──────── Provided entries ────────

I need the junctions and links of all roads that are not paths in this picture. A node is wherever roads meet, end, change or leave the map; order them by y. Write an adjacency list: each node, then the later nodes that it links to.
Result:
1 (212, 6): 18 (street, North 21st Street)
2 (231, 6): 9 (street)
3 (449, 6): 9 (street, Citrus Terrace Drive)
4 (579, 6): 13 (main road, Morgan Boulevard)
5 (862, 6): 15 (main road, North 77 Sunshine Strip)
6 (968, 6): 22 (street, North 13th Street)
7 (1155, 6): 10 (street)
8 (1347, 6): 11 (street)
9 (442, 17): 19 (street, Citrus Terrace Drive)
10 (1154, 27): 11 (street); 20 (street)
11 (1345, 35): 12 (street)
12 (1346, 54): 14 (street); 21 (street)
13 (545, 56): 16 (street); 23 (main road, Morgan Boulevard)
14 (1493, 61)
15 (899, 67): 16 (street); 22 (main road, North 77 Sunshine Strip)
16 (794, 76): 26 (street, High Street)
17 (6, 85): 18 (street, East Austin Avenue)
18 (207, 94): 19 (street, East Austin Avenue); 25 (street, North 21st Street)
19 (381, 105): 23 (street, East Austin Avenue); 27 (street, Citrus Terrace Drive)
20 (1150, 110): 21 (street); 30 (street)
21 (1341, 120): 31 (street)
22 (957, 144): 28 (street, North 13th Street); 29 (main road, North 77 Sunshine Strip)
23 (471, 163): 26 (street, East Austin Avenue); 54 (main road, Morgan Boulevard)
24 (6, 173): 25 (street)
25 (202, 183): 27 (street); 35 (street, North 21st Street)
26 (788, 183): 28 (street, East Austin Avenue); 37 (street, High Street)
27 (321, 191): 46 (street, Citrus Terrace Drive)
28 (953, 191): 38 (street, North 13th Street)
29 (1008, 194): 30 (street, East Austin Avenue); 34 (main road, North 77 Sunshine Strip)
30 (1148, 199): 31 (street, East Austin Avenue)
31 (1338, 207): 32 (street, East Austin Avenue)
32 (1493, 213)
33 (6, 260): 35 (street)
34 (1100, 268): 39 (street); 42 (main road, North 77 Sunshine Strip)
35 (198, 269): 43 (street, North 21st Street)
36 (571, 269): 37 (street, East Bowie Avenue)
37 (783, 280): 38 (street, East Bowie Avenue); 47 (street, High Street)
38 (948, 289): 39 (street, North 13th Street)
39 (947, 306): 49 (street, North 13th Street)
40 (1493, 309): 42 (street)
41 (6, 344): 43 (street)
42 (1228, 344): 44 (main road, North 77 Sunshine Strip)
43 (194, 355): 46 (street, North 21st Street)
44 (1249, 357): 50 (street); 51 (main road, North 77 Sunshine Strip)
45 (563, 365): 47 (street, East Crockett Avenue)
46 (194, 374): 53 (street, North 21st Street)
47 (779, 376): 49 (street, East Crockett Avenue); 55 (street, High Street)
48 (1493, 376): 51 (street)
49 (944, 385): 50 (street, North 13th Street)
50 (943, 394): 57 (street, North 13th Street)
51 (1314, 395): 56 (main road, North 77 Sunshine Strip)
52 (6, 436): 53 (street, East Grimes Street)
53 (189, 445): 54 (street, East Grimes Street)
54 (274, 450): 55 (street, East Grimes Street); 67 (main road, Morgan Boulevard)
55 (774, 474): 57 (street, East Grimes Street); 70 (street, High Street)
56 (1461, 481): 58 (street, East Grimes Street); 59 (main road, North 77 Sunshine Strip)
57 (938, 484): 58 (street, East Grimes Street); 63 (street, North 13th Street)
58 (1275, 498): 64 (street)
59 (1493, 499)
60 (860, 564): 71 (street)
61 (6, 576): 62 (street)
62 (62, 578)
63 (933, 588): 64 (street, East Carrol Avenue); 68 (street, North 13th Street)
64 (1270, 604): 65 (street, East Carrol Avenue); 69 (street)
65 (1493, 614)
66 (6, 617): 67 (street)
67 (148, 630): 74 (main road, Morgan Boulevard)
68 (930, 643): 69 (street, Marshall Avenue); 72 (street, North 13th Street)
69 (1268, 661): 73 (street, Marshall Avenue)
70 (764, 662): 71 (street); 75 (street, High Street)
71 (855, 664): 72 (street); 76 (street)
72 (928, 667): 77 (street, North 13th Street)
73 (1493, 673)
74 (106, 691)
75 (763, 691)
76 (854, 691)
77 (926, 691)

────────
──────── Provided entries ────────

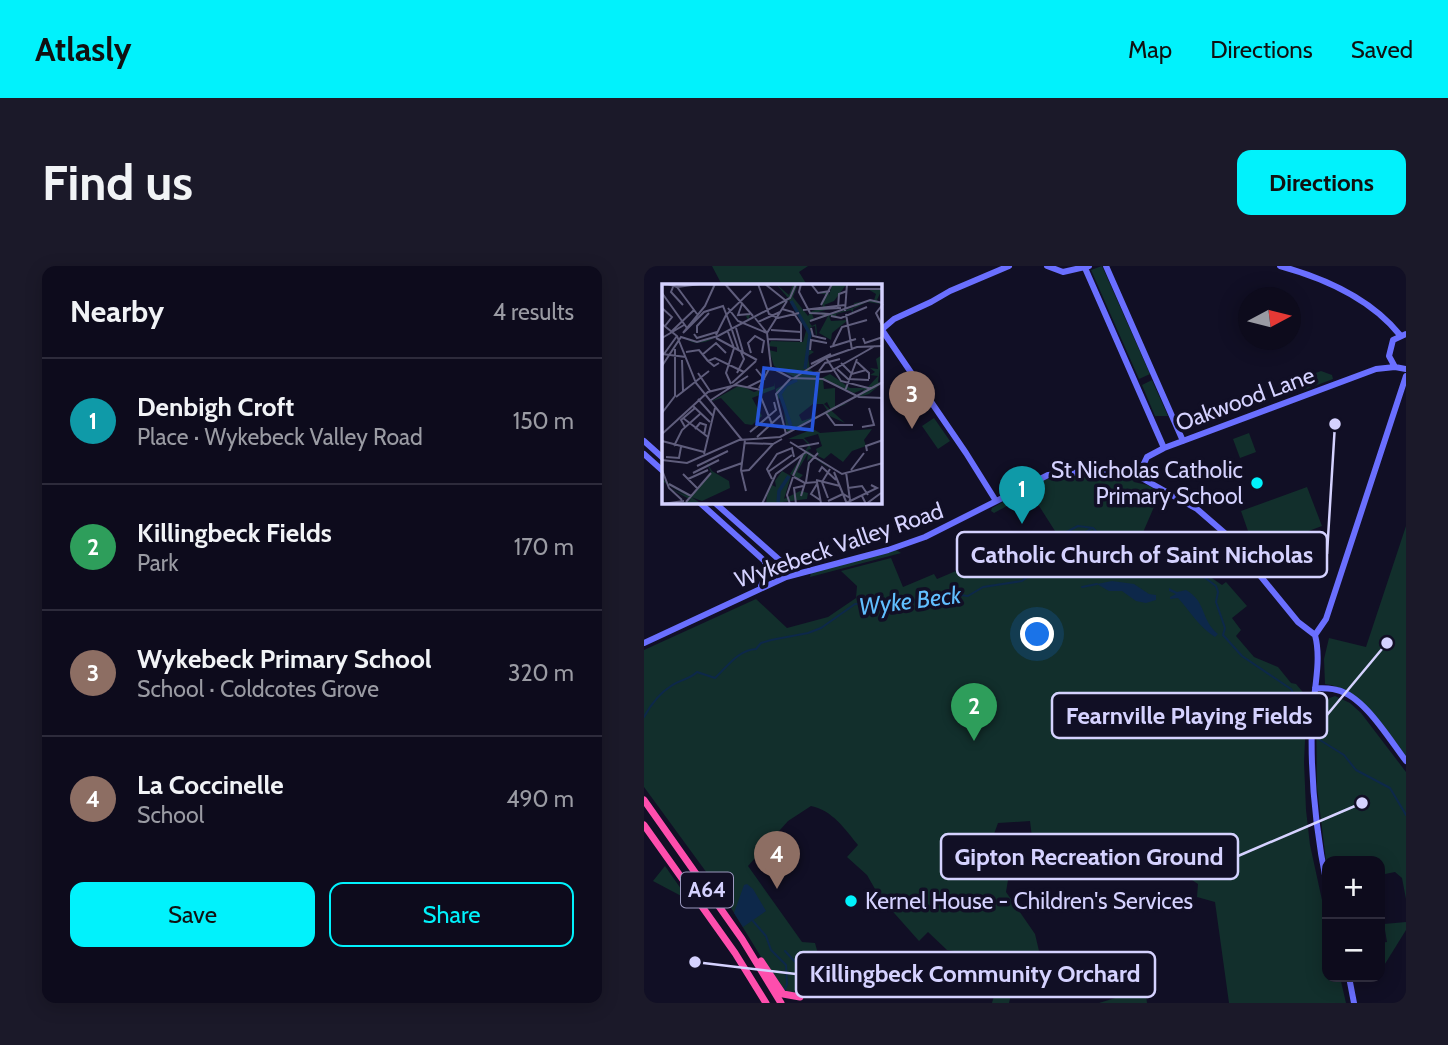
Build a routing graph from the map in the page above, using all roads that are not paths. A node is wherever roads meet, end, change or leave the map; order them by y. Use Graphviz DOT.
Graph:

────────
──────── Provided entries ────────

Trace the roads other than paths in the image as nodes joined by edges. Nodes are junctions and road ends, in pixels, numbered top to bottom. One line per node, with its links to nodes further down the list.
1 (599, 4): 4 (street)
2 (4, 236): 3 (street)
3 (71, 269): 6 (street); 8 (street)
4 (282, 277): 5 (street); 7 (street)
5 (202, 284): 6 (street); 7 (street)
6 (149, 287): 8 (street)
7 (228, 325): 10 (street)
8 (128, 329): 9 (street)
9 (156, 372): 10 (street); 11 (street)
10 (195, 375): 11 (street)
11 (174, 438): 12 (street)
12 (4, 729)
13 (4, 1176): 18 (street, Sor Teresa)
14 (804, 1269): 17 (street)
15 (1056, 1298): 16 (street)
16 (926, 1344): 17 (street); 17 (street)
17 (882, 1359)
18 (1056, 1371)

────────

Exercise - Scan the data for the string "change" and copy each line in which it occurs.

Expected answer -
I need the junctions and links of all roads that are not paths in this picture. A node is wherever roads meet, end, change or leave the map; order them by y. Write an adjacency list: each node, then the later nodes that it links to.
Build a routing graph from the map in the page above, using all roads that are not paths. A node is wherever roads meet, end, change or leave the map; order them by y. Use Graphviz DOT.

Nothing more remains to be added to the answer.